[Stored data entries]
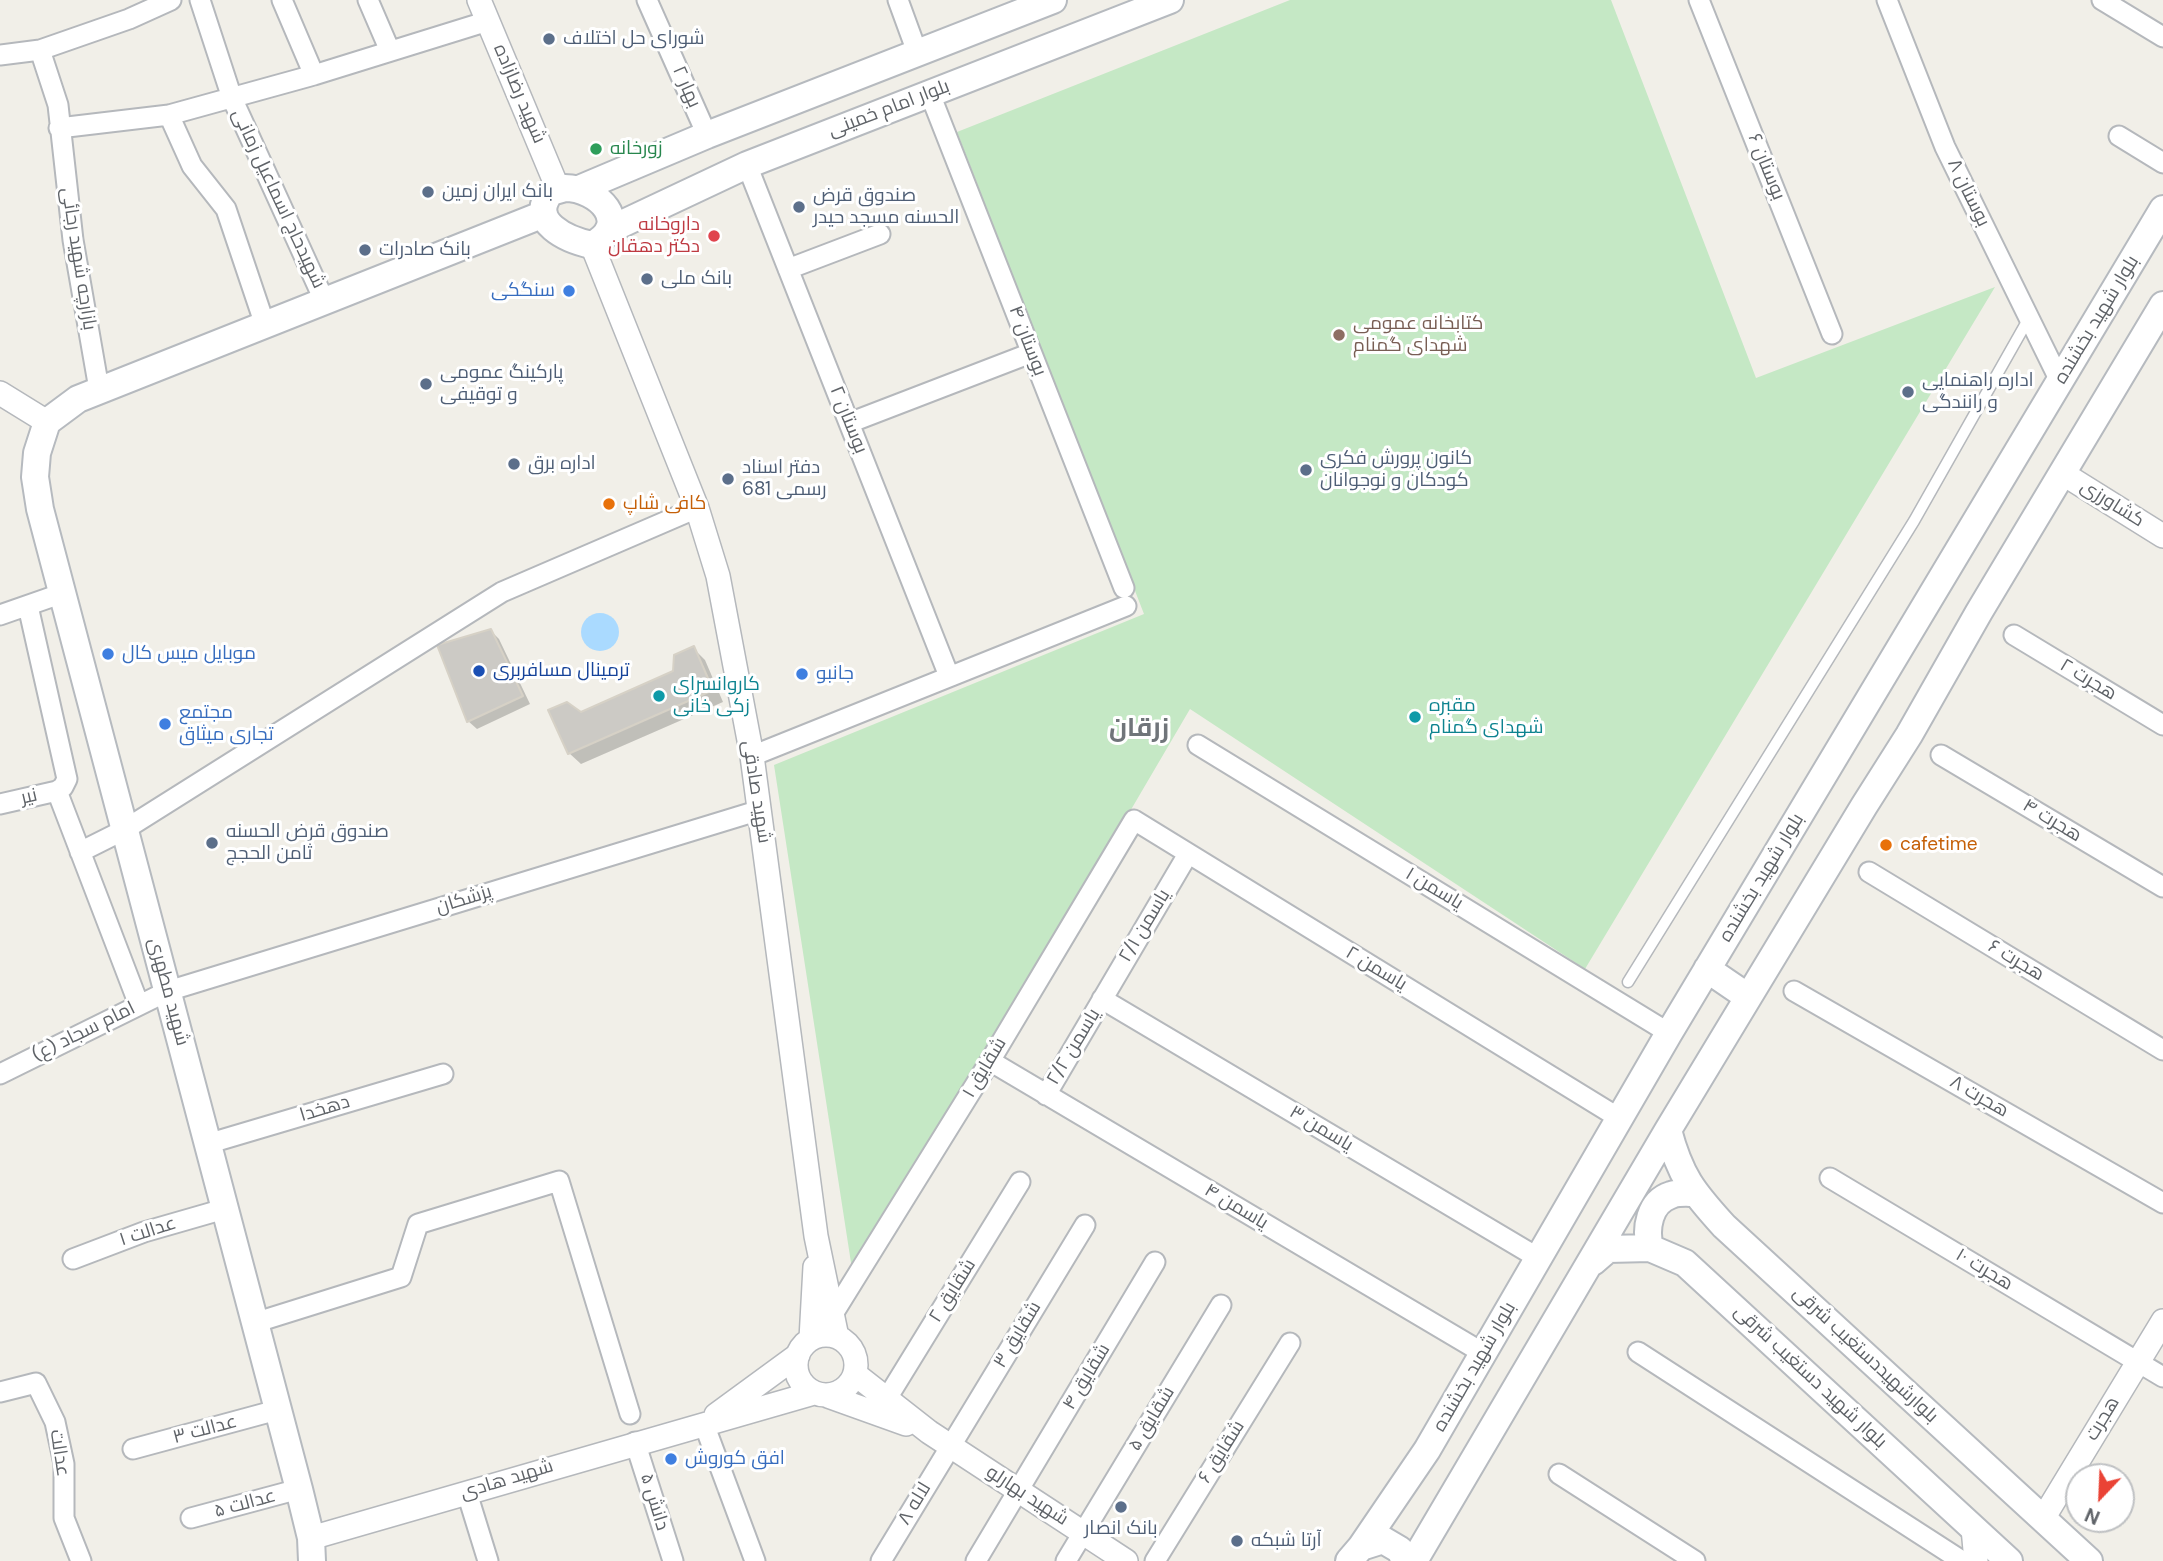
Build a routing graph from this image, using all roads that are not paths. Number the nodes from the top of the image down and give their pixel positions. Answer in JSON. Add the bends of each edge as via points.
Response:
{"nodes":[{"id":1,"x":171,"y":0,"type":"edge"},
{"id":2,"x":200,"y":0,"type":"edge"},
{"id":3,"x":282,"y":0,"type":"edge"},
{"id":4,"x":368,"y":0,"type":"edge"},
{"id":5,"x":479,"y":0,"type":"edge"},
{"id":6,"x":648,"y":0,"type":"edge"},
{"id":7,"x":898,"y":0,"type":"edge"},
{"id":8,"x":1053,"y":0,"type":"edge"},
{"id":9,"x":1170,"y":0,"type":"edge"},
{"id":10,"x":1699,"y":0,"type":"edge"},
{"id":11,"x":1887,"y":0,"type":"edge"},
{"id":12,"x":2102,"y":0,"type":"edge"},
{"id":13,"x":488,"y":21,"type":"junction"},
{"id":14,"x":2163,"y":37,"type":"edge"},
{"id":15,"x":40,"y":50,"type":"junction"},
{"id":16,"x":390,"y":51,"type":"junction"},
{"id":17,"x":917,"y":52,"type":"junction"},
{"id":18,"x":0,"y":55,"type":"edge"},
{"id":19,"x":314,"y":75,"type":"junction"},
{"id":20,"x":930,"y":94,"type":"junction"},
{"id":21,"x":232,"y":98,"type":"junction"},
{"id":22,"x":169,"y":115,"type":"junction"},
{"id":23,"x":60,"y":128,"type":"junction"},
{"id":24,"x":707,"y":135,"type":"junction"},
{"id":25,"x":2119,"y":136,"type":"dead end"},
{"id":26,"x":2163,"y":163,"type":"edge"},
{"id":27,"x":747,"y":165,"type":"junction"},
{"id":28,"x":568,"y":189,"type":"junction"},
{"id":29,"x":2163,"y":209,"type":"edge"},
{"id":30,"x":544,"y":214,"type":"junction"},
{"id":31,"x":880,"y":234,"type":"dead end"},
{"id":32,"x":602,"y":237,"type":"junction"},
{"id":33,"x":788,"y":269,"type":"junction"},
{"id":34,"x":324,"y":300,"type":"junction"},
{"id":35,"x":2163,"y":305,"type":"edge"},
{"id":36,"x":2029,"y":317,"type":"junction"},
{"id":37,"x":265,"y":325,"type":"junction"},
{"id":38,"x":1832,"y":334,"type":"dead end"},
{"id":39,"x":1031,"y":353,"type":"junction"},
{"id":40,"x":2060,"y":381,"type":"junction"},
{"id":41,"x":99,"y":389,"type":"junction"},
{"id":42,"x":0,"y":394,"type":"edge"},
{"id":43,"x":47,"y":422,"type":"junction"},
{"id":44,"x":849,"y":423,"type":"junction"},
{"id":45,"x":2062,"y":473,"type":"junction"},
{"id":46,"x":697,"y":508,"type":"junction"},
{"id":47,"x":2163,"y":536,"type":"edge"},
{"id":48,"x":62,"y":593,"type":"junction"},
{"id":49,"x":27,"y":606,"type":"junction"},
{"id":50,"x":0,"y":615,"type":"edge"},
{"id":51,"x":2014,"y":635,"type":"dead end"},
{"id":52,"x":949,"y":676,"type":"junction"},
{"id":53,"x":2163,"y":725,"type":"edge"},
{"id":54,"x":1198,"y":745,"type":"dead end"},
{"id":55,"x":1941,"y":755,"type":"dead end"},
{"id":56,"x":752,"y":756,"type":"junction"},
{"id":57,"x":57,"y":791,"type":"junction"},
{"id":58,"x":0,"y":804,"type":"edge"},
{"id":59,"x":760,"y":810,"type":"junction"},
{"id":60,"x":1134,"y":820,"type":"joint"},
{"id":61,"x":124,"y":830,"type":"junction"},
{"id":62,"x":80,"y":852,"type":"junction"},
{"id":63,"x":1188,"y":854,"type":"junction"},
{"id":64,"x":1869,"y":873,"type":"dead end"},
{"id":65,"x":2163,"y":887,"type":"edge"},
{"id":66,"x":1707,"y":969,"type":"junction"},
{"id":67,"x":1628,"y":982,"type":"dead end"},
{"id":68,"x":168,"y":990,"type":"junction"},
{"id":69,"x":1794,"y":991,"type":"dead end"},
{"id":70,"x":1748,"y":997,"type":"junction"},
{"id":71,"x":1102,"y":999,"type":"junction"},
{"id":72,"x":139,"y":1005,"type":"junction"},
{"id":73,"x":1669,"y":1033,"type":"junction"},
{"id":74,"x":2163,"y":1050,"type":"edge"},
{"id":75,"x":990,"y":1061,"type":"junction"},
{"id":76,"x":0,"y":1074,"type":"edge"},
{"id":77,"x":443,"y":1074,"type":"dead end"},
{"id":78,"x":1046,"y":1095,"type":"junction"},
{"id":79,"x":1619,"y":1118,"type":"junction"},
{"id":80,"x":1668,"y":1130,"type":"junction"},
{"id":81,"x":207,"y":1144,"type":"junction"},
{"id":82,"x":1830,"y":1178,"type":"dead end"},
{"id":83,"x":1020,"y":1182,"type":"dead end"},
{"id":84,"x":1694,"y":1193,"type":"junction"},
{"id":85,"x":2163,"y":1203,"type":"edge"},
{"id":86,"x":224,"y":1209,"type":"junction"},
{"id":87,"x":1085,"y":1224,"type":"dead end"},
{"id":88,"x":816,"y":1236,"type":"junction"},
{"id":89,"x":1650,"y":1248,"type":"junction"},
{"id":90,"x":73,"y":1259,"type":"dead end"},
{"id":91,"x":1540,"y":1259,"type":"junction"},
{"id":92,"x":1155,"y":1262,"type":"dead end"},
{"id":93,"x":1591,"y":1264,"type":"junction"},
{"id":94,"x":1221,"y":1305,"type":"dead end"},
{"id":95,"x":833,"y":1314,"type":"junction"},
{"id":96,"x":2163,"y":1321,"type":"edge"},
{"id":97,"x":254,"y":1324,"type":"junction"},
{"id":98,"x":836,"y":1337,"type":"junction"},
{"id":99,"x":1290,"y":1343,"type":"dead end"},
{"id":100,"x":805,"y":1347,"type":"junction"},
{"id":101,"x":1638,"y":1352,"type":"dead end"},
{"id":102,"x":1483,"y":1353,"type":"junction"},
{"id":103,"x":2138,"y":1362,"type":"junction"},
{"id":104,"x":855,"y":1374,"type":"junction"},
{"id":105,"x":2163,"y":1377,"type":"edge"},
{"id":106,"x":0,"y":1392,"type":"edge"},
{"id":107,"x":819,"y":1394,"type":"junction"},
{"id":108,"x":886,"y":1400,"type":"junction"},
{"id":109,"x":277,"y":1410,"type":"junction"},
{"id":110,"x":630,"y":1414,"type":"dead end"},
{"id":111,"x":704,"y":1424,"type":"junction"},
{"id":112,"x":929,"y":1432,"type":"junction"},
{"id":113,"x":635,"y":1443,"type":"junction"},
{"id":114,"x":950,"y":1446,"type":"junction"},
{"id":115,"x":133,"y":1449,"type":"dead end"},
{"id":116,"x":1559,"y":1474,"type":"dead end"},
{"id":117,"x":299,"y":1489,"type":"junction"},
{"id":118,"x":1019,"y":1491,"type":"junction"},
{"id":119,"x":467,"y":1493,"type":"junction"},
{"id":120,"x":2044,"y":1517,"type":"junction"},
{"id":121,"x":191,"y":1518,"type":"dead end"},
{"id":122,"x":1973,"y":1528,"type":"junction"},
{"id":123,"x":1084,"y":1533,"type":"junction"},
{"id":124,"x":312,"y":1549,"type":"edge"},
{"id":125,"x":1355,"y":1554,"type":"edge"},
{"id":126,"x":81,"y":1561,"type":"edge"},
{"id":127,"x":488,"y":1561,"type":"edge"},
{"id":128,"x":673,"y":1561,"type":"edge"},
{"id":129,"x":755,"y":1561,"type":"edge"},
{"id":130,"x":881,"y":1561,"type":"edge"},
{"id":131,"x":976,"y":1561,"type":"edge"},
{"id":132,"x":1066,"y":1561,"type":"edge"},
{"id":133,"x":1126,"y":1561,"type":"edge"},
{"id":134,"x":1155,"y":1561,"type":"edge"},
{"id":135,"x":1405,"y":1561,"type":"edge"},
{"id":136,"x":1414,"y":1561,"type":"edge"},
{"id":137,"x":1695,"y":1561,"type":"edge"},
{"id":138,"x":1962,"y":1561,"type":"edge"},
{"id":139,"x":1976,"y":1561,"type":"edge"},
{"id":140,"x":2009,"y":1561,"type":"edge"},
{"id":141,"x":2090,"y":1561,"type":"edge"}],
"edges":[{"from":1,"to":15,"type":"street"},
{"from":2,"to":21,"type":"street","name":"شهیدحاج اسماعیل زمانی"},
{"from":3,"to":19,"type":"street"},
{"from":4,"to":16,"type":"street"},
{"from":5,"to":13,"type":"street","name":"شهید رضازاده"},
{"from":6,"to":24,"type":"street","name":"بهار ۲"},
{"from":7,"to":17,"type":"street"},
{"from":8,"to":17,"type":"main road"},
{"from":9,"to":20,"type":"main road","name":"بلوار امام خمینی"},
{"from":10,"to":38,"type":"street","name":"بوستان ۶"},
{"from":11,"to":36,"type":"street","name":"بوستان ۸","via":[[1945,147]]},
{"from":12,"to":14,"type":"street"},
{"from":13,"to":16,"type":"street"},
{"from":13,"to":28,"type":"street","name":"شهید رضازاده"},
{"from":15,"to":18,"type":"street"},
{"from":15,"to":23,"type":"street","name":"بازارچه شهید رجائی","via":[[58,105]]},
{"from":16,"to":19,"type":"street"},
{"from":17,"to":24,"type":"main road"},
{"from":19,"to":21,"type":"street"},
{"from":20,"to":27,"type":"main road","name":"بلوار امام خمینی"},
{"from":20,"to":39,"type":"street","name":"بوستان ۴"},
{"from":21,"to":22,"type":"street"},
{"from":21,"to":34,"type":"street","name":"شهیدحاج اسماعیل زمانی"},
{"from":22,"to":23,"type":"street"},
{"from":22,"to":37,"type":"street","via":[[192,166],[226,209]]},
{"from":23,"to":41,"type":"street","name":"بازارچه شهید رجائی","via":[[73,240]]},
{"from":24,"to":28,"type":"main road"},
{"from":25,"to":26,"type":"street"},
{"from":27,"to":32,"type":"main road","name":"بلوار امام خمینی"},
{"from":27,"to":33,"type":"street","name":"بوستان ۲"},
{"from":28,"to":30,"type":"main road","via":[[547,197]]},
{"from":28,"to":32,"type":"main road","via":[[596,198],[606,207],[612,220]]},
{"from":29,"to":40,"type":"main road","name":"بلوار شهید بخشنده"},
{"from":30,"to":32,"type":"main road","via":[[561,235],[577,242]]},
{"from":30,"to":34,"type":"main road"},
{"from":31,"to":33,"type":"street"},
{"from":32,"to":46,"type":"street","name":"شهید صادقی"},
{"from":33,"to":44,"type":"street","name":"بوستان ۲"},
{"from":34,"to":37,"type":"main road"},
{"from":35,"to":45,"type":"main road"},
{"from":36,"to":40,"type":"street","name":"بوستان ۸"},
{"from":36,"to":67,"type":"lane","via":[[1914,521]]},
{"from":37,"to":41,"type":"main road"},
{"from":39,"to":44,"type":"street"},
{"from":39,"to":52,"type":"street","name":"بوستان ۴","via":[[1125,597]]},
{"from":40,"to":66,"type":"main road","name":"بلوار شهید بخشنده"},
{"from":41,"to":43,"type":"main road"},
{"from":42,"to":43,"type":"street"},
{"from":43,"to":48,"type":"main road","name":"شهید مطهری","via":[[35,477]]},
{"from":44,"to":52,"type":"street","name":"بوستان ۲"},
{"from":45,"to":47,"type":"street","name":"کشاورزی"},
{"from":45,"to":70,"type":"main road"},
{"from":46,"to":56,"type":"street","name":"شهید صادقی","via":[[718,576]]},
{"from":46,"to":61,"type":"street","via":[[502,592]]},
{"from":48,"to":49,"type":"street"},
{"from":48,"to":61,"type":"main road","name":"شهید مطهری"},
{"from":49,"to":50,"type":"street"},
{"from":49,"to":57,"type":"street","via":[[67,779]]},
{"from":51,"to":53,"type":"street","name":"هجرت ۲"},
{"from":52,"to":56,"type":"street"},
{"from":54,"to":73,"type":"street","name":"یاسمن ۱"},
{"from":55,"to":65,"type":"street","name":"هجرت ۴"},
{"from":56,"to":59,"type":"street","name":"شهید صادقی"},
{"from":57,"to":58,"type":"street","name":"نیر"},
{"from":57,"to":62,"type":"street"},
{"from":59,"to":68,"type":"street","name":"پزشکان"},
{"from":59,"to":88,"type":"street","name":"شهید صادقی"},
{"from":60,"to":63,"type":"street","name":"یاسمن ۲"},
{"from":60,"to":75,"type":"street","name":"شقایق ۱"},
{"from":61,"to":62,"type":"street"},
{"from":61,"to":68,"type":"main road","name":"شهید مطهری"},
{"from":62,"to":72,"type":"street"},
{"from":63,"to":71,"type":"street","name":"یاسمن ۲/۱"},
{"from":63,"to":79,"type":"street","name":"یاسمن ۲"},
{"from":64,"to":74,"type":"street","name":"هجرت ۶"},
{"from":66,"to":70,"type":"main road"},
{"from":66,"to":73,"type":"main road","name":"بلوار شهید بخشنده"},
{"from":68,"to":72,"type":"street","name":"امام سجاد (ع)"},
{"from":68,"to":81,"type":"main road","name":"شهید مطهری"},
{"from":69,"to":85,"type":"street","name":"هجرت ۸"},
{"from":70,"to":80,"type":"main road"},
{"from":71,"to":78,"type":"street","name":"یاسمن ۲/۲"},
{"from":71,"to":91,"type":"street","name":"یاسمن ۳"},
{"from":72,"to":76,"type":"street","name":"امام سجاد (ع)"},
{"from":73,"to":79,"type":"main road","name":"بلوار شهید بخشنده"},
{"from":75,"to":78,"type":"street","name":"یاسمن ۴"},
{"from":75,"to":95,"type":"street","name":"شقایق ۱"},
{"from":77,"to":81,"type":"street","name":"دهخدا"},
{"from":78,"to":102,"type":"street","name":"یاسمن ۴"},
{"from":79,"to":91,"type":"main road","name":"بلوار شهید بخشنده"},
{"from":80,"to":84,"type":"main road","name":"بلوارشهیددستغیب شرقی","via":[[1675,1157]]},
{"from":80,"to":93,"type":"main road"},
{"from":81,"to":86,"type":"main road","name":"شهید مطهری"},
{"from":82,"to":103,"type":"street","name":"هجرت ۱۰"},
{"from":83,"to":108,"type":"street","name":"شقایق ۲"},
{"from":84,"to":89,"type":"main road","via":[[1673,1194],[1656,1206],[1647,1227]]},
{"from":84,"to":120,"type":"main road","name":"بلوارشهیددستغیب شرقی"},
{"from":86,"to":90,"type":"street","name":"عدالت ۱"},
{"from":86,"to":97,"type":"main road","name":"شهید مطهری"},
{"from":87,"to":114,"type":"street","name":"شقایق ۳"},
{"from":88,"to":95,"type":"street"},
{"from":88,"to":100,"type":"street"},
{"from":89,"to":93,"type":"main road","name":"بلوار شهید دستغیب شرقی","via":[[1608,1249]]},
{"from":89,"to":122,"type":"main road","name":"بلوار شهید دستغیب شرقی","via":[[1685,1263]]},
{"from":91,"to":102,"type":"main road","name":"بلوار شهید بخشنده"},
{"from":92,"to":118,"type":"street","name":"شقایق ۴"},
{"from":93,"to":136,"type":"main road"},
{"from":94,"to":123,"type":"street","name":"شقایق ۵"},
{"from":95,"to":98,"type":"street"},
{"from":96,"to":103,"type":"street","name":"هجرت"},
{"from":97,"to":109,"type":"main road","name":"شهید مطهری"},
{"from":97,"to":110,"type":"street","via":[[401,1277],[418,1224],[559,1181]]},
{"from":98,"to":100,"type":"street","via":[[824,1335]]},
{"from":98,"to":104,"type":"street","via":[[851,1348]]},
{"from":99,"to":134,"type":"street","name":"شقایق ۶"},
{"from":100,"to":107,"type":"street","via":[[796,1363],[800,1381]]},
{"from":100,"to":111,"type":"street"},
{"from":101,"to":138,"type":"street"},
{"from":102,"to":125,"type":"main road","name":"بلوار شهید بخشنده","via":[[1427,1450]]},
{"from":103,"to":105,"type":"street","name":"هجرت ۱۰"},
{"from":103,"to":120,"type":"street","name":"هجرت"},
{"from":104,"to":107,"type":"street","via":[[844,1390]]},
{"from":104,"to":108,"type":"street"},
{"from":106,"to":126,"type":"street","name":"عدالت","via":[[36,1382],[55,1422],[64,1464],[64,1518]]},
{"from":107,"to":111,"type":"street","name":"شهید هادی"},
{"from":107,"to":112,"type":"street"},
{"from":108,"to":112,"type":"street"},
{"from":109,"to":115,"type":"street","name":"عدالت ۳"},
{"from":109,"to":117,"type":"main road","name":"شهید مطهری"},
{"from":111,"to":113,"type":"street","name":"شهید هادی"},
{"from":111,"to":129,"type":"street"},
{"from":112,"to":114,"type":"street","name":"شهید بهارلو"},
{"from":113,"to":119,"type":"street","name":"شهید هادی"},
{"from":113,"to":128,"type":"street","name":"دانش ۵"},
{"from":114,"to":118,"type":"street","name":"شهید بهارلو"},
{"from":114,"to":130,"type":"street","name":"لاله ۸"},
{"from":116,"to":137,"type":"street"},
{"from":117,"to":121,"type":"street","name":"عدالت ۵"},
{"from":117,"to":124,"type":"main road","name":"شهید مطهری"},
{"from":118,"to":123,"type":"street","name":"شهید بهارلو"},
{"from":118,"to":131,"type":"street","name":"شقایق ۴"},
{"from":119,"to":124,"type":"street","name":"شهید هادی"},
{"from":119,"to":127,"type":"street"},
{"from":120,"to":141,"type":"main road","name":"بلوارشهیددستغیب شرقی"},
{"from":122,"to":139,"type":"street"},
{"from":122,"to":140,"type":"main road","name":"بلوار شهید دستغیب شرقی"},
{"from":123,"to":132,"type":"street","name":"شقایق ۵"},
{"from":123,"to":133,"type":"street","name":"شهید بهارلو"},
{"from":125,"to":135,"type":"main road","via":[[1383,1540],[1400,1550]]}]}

* ABOUT THIS EXERCISE
Track down every line in the entries that includes the string "هادی", and copy it.

* PROBLEM SOLUTION
{"from":107,"to":111,"type":"street","name":"شهید هادی"},
{"from":111,"to":113,"type":"street","name":"شهید هادی"},
{"from":113,"to":119,"type":"street","name":"شهید هادی"},
{"from":119,"to":124,"type":"street","name":"شهید هادی"},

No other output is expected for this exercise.